Owning a real asset changes the math in a few specific ways.

It pays you without your labor. A storage facility full of paying tenants sends money in whether you worked that month, spent it on a beach, or spent it with your family. The income is detached from your effort, which is exactly what you want.

It compounds. Money that comes from an asset can buy more assets, and those pay you too. Income from your job mostly funds your life. Income from ownership can fund more ownership.

And it transfers. You can hand an asset to a partner, to investors, or to your kids, and it keeps producing in their hands. You cannot hand anyone your salary.

Not every kind of ownership pays you while you hold it, though. The version most people already have is stocks, usually through a 401(k) that came with the job. That is real ownership, and it is the easy one, but a growth stock does not send you anything until the day you sell it. Unless you are deliberate about owning dividend payers, your shares get bigger on a screen without putting a dollar in your pocket. Real estate and a business are different. They pay you to hold them, not only to sell them.

Most people think this means quitting their job to become a full-time operator but that's not necessarily true. You can keep the high income and point it at ownership, so the thing you earn starts buying the thing you keep.

Why we put our own money into storage

For us, the ownership vehicle is self-storage.

The reason is simple. It is a real asset that produces cash, and the income is something you can grow by running the place well rather than by waiting for the market to hand you a higher price. About 65% of the storage industry is still owned by independent, non-institutional operators, and a lot of them run their facilities the way they did fifteen years ago, with pricing that has drifted below the market, no easy way to rent a unit online, and delinquent tenants who slip through the cracks. That is not a knock on them. It is income left on the table that better operations can pick up, and picking it up does not depend on the market getting better.

The first time we ran this playbook was on a small multifamily property in Albuquerque. Not storage, but the mechanics were identical. It was underperforming when we took it over, and over about three years we grew its value from roughly $550,000 to about $889,000, almost entirely by fixing pricing, occupancy, and marketing. For the investors who came in alongside us, that worked out to roughly a 2.25x equity multiple. That was one property with its own circumstances, and every deal carries its own risk, but the shape of it matters more than the numbers: the return came from operating the asset better, not from betting the market would reprice it.

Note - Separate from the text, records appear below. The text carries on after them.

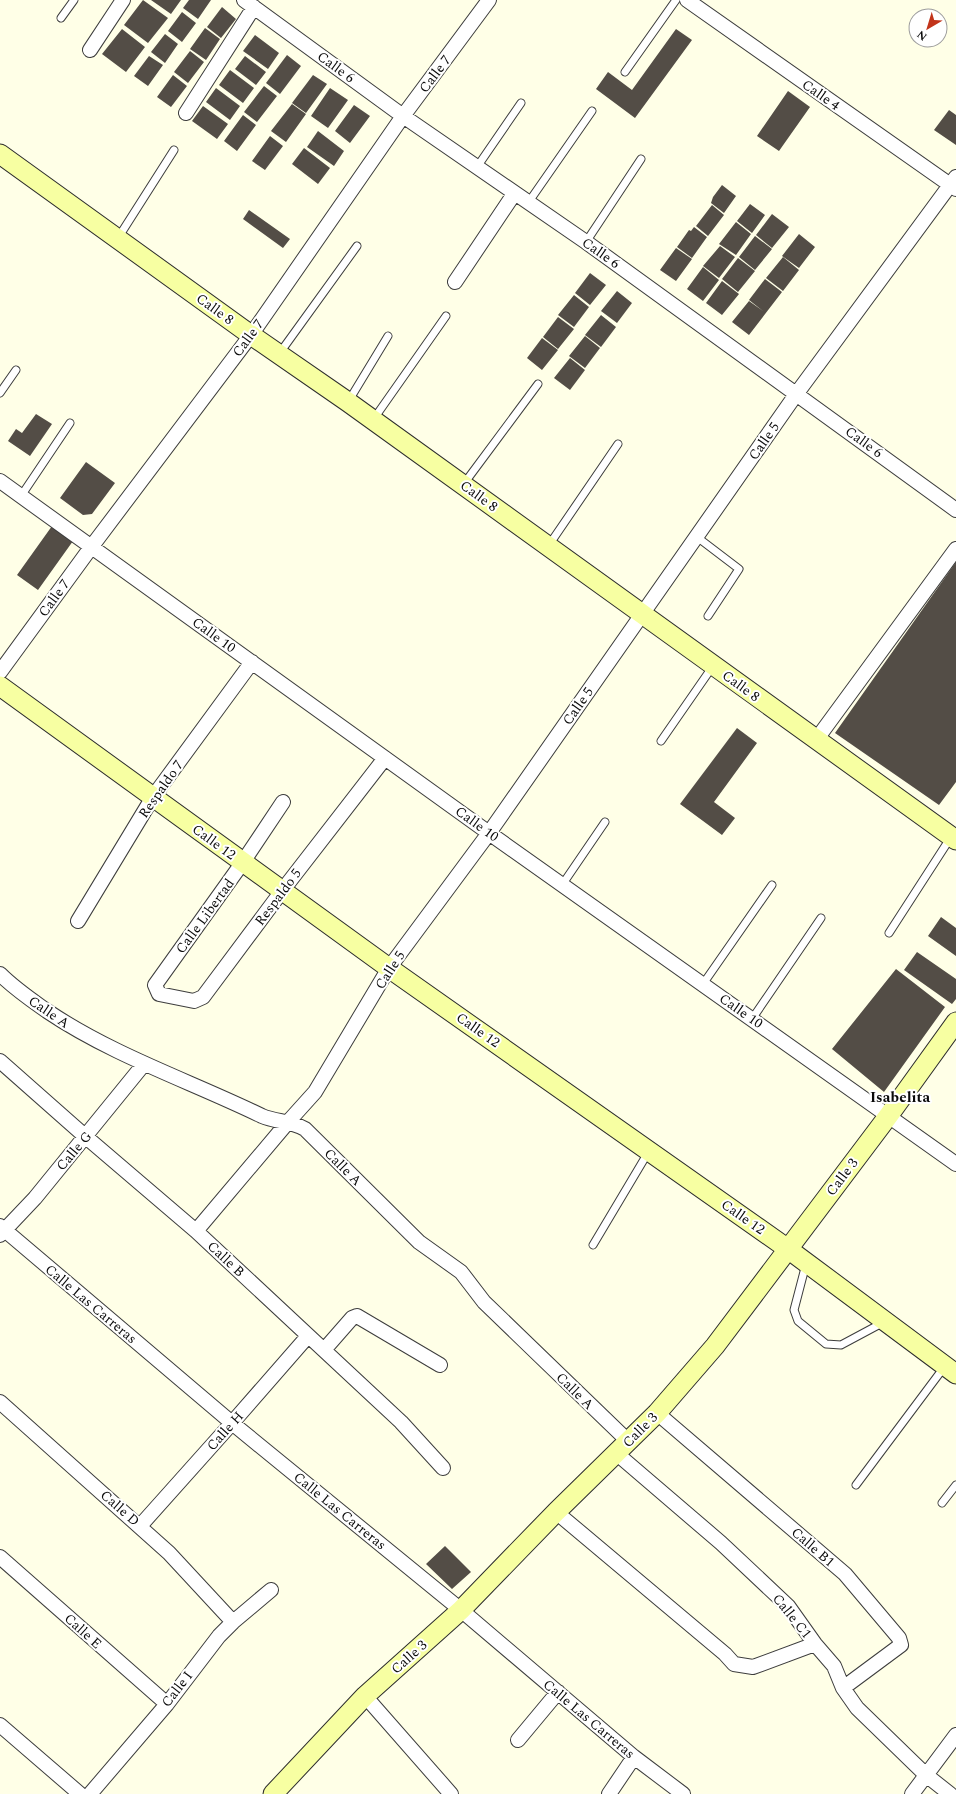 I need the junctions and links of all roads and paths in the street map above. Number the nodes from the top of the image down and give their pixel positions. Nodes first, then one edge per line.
1 (74, 0) edge
2 (123, 0) edge
3 (489, 0) edge
4 (676, 0) edge
5 (687, 0) edge
6 (249, 4) edge
7 (61, 18) dead end
8 (90, 50) dead end
9 (625, 72) dead end
10 (521, 104) dead end
11 (592, 111) dead end
12 (186, 113) dead end
13 (403, 116) junction
14 (174, 150) dead end
15 (0, 154) edge
16 (641, 159) dead end
17 (477, 167) junction
18 (954, 184) edge
19 (514, 194) junction
20 (528, 203) junction
21 (117, 239) junction
22 (586, 242) junction
23 (357, 246) dead end
24 (455, 282) dead end
25 (446, 316) dead end
26 (251, 335) junction
27 (388, 336) dead end
28 (279, 354) junction
29 (16, 370) dead end
30 (538, 384) dead end
31 (0, 393) edge
32 (797, 393) junction
33 (348, 402) junction
34 (373, 420) junction
35 (70, 423) dead end
36 (618, 444) dead end
37 (0, 481) edge
38 (463, 485) junction
39 (21, 496) junction
40 (956, 510) edge
41 (697, 537) junction
42 (92, 546) junction
43 (548, 546) junction
44 (956, 549) edge
45 (642, 615) junction
46 (708, 616) dead end
47 (252, 662) junction
48 (713, 666) junction
49 (0, 672) edge
50 (0, 686) edge
51 (816, 740) junction
52 (661, 741) dead end
53 (385, 758) junction
54 (153, 797) junction
55 (283, 802) dead end
56 (605, 822) dead end
57 (489, 833) junction
58 (954, 838) edge
59 (243, 862) junction
60 (562, 884) junction
61 (772, 885) dead end
62 (282, 891) junction
63 (821, 918) dead end
64 (78, 921) dead end
65 (888, 933) dead end
66 (389, 968) junction
67 (0, 974) edge
68 (703, 984) junction
69 (156, 990) joint
70 (752, 1019) junction
71 (956, 1022) edge
72 (0, 1061) edge
73 (144, 1064) junction
74 (889, 1115) junction
75 (288, 1122) junction
76 (86, 1137) junction
77 (649, 1151) junction
78 (956, 1164) edge
79 (1, 1230) edge
80 (196, 1231) junction
81 (593, 1245) dead end
82 (788, 1249) junction
83 (806, 1263) junction
84 (884, 1322) junction
85 (308, 1336) junction
86 (324, 1350) junction
87 (440, 1365) dead end
88 (951, 1370) edge
89 (0, 1402) edge
90 (657, 1413) junction
91 (232, 1423) junction
92 (623, 1448) junction
93 (443, 1468) dead end
94 (856, 1485) dead end
95 (956, 1485) edge
96 (942, 1503) dead end
97 (556, 1512) junction
98 (140, 1526) junction
99 (0, 1557) edge
100 (271, 1590) dead end
101 (461, 1610) junction
102 (232, 1622) junction
103 (815, 1644) junction
104 (843, 1688) junction
105 (558, 1692) junction
106 (365, 1696) junction
107 (167, 1704) junction
108 (0, 1725) edge
109 (956, 1736) edge
110 (518, 1740) dead end
111 (634, 1757) junction
112 (926, 1775) junction
113 (80, 1794) edge
114 (90, 1794) edge
115 (273, 1794) edge
116 (451, 1794) edge
117 (609, 1794) edge
118 (683, 1794) edge
119 (912, 1794) edge
120 (950, 1794) edge

1 - 7 lane
2 - 8 street
3 - 13 street, Calle 7
4 - 9 lane
5 - 18 street, Calle 4
6 - 12 street
6 - 13 street, Calle 6
10 - 17 lane
11 - 20 lane
13 - 17 street, Calle 6
13 - 26 street, Calle 7
14 - 21 lane
15 - 21 street, Calle 8
16 - 22 lane
17 - 19 street, Calle 6
18 - 32 street, Calle 5
19 - 20 street, Calle 6
19 - 24 street
20 - 22 street, Calle 6
21 - 26 street, Calle 8
22 - 32 street, Calle 6
23 - 28 lane
25 - 34 lane
26 - 28 street, Calle 8
26 - 42 street, Calle 7
27 - 33 lane
28 - 33 street, Calle 8
29 - 31 lane
30 - 38 lane
32 - 40 street, Calle 6
32 - 41 street, Calle 5
33 - 34 street, Calle 8
34 - 38 street, Calle 8
35 - 39 lane
36 - 43 lane
37 - 39 street, Calle 10
38 - 43 street, Calle 8
39 - 42 street, Calle 10
41 - 45 street, Calle 5
41 - 46 lane
42 - 47 street, Calle 10
42 - 49 street, Calle 7
43 - 45 street, Calle 8
44 - 51 street
45 - 48 street, Calle 8
45 - 57 street, Calle 5
47 - 53 street, Calle 10
47 - 54 street, Respaldo 7
48 - 51 street, Calle 8
48 - 52 lane
50 - 54 street, Calle 12
51 - 58 street, Calle 8
53 - 57 street, Calle 10
53 - 62 street, Respaldo 5
54 - 59 street, Calle 12
54 - 64 street, Respaldo 7
55 - 59 street, Calle Libertad
56 - 60 lane
57 - 60 street, Calle 10
57 - 66 street, Calle 5
58 - 65 lane
59 - 62 street, Calle 12
59 - 69 street, Calle Libertad
60 - 68 street, Calle 10
61 - 68 lane
62 - 66 street, Calle 12
62 - 69 street, Respaldo 5
63 - 70 lane
66 - 75 street, Calle 5
66 - 77 street, Calle 12
67 - 73 street, Calle A
68 - 70 street, Calle 10
70 - 74 street, Calle 10
71 - 74 street, Calle 3
72 - 76 street, Calle B
73 - 75 street, Calle A
73 - 76 street, Calle G
74 - 78 street, Calle 10
74 - 82 street, Calle 3
75 - 80 street, Calle 5
75 - 92 street, Calle A
76 - 79 street, Calle G
76 - 80 street, Calle B
77 - 81 lane
77 - 82 street, Calle 12
79 - 91 street, Calle Las Carreras
80 - 85 street, Calle B
82 - 83 street, Calle 12
82 - 90 street, Calle 3
83 - 84 street, Calle 12
83 - 84 lane
84 - 88 street, Calle 12
85 - 86 street, Calle B
85 - 91 street, Calle H
86 - 87 street
86 - 93 street, Calle B
88 - 94 lane
89 - 98 street, Calle D
90 - 92 street, Calle 3
90 - 104 street, Calle B1
91 - 98 street, Calle H
91 - 101 street, Calle Las Carreras
92 - 97 street, Calle 3
92 - 103 street, Calle C1
95 - 96 lane
97 - 101 street, Calle 3
97 - 103 street
98 - 102 street, Calle D
99 - 107 street, Calle E
100 - 102 street, Calle I
101 - 105 street, Calle Las Carreras
101 - 106 street, Calle 3
102 - 107 street, Calle I
103 - 104 street, Calle C1
104 - 112 street, Calle C1
105 - 110 street
105 - 111 street, Calle Las Carreras
106 - 115 street, Calle 3
106 - 116 street
107 - 114 street, Calle I
108 - 113 street
109 - 112 street
111 - 117 street
111 - 118 street, Calle Las Carreras
112 - 119 street
112 - 120 street, Calle C1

We run self-storage the same way now, and the asset class fits the approach even better. You do not have to run a facility to own one. Our investors own the asset and the income it produces. We handle the operating. That is what passive investing in these deals actually is, ownership without the operating, which is the cleanest way I know to turn a high income into the kind of wealth that pays you whether you clock in or not.

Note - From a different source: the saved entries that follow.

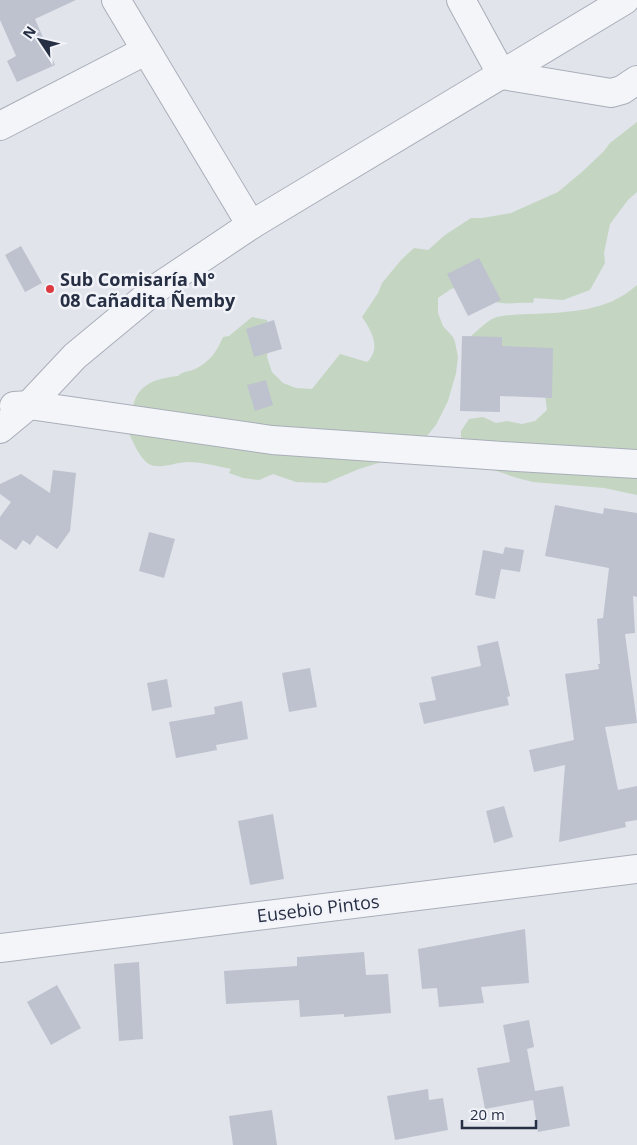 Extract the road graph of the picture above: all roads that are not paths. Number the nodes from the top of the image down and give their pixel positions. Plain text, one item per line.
1 (116, 0) edge
2 (461, 0) edge
3 (625, 0) edge
4 (145, 51) junction
5 (502, 75) junction
6 (637, 80) edge
7 (0, 126) edge
8 (251, 225) junction
9 (29, 405) junction
10 (0, 406) edge
11 (0, 429) edge
12 (637, 464) edge
13 (637, 869) edge
14 (0, 948) edge

1 - 4 street
2 - 5 street
3 - 5 street
4 - 7 street
4 - 8 street
5 - 6 street
5 - 8 street
8 - 9 street
9 - 10 street
9 - 11 street
9 - 12 street
13 - 14 street, Eusebio Pintos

If you are the one with the high income

If you are the high earner reading this, noodle on this a bit.

I used to think the big paycheck was the destination. It took me too long to see it was only the fuel.

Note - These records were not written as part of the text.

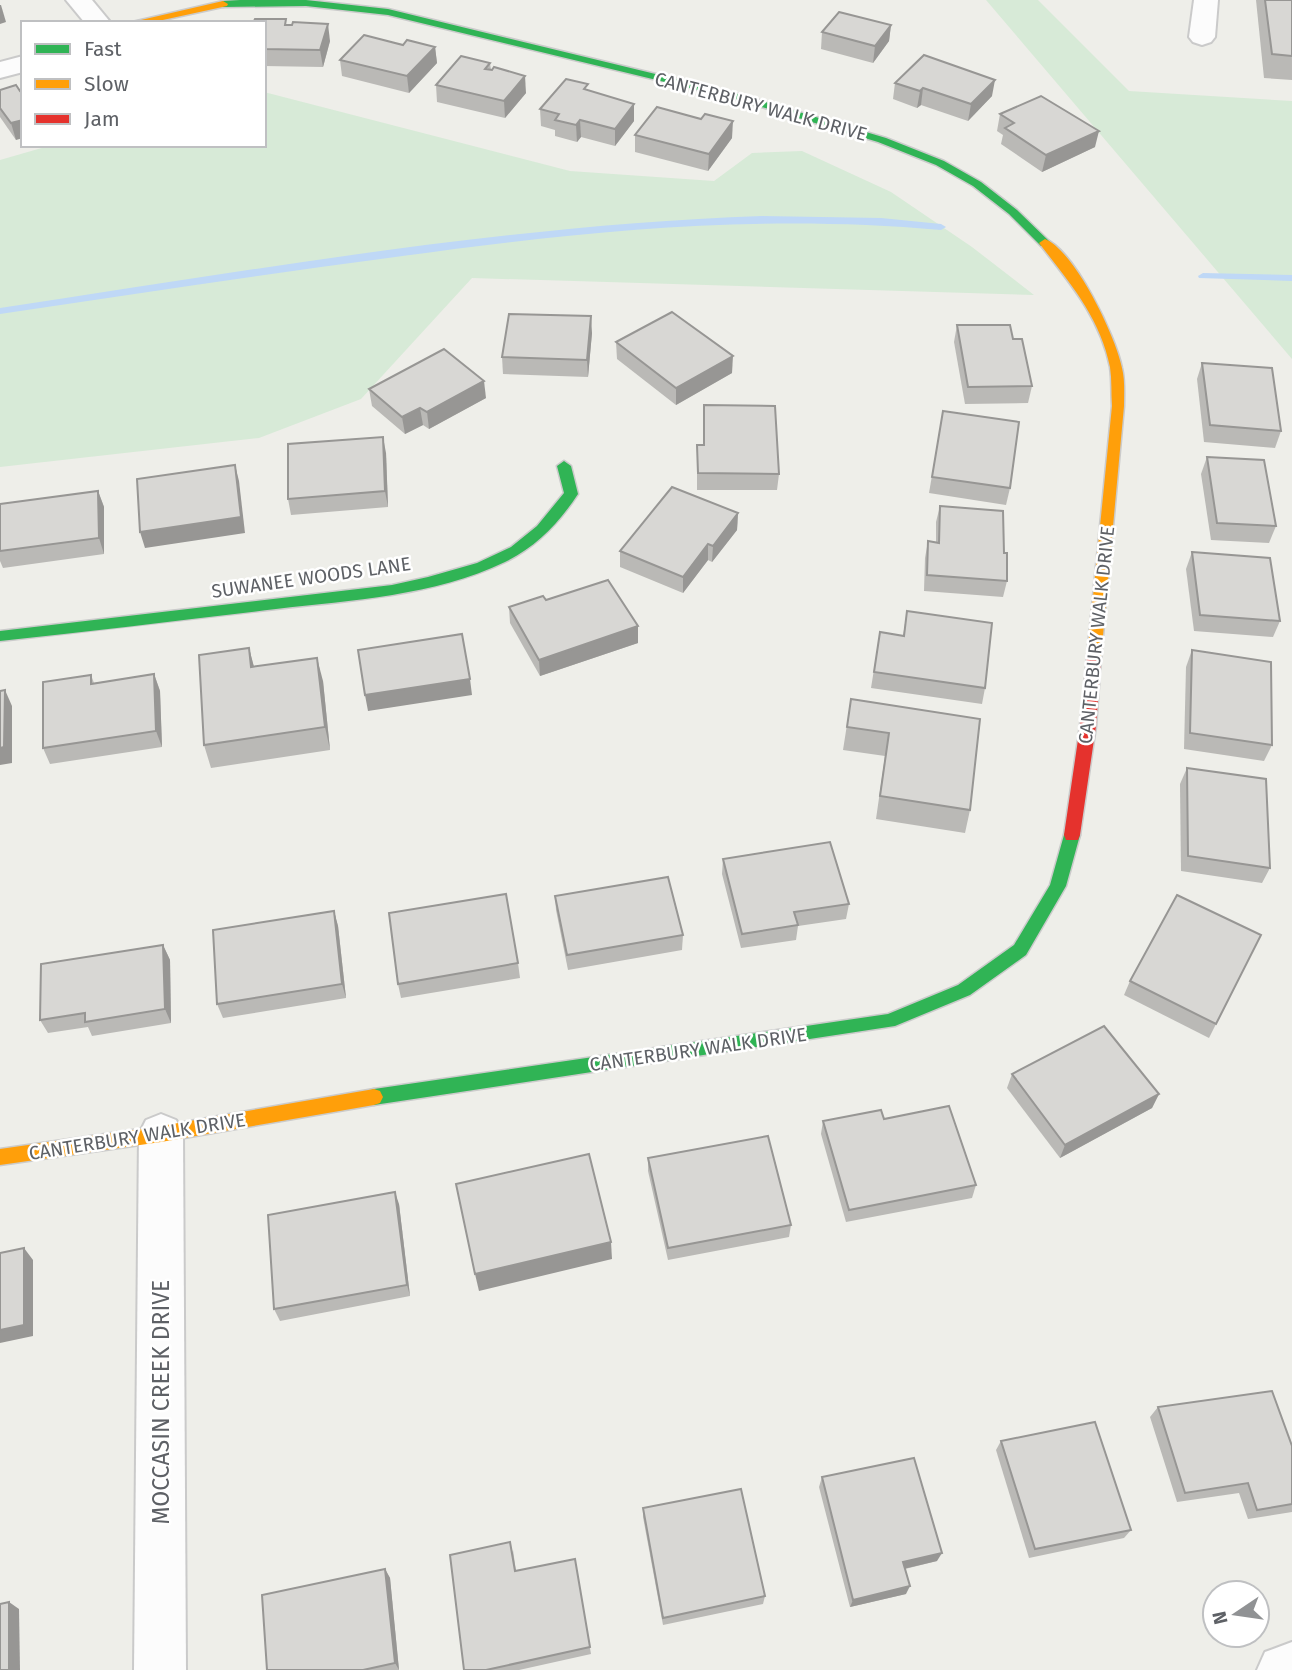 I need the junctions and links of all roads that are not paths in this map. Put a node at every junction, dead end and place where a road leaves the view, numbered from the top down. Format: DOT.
graph roads {
  1 [pos="78,0"];
  2 [pos="1206,0"];
  3 [pos="376,4"];
  4 [pos="97,21"];
  5 [pos="141,21"];
  6 [pos="1202,37"];
  7 [pos="21,65"];
  8 [pos="0,70"];
  9 [pos="564,466"];
  10 [pos="0,636"];
  11 [pos="161,1133"];
  12 [pos="0,1157"];
  13 [pos="1292,1668"];
  14 [pos="160,1670"];
  15 [pos="1283,1670"];
  1 -- 4 [label="street"];
  2 -- 6 [label="street"];
  3 -- 5 [label="street, CANTERBURY WALK DRIVE"];
  3 -- 11 [label="street, CANTERBURY WALK DRIVE"];
  7 -- 8 [label="street"];
  9 -- 10 [label="street, SUWANEE WOODS LANE"];
  11 -- 12 [label="street, CANTERBURY WALK DRIVE"];
  11 -- 14 [label="street, MOCCASIN CREEK DRIVE"];
  13 -- 15 [label="street"];
}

Your income is the input - ownership is the output. The job, the practice, the business you built, those fund the assets. The people who end up wealthy are rarely the highest earners in the room. They are the ones who turned earning into owning early, then let it compound while everyone else kept chasing a bigger number.

The honest part: I am obviously not against a high income. Mine paid for the first deals we ever did, and my partner Phillip flies as an airline captain while we build this. But it was the assets that income bought, not the income itself, that changed what my family actually owns. If you are earning well and none of it is buying ownership, that is the gap worth closing first.

So before your next commission check hits your bank account, ask yourself one question. If your income stopped tomorrow, how long would your life hold up on what you already own?

If the honest answer bothers you, that is the work. Putting your income to work owning real assets, instead of only earning, is the entire idea behind what we do.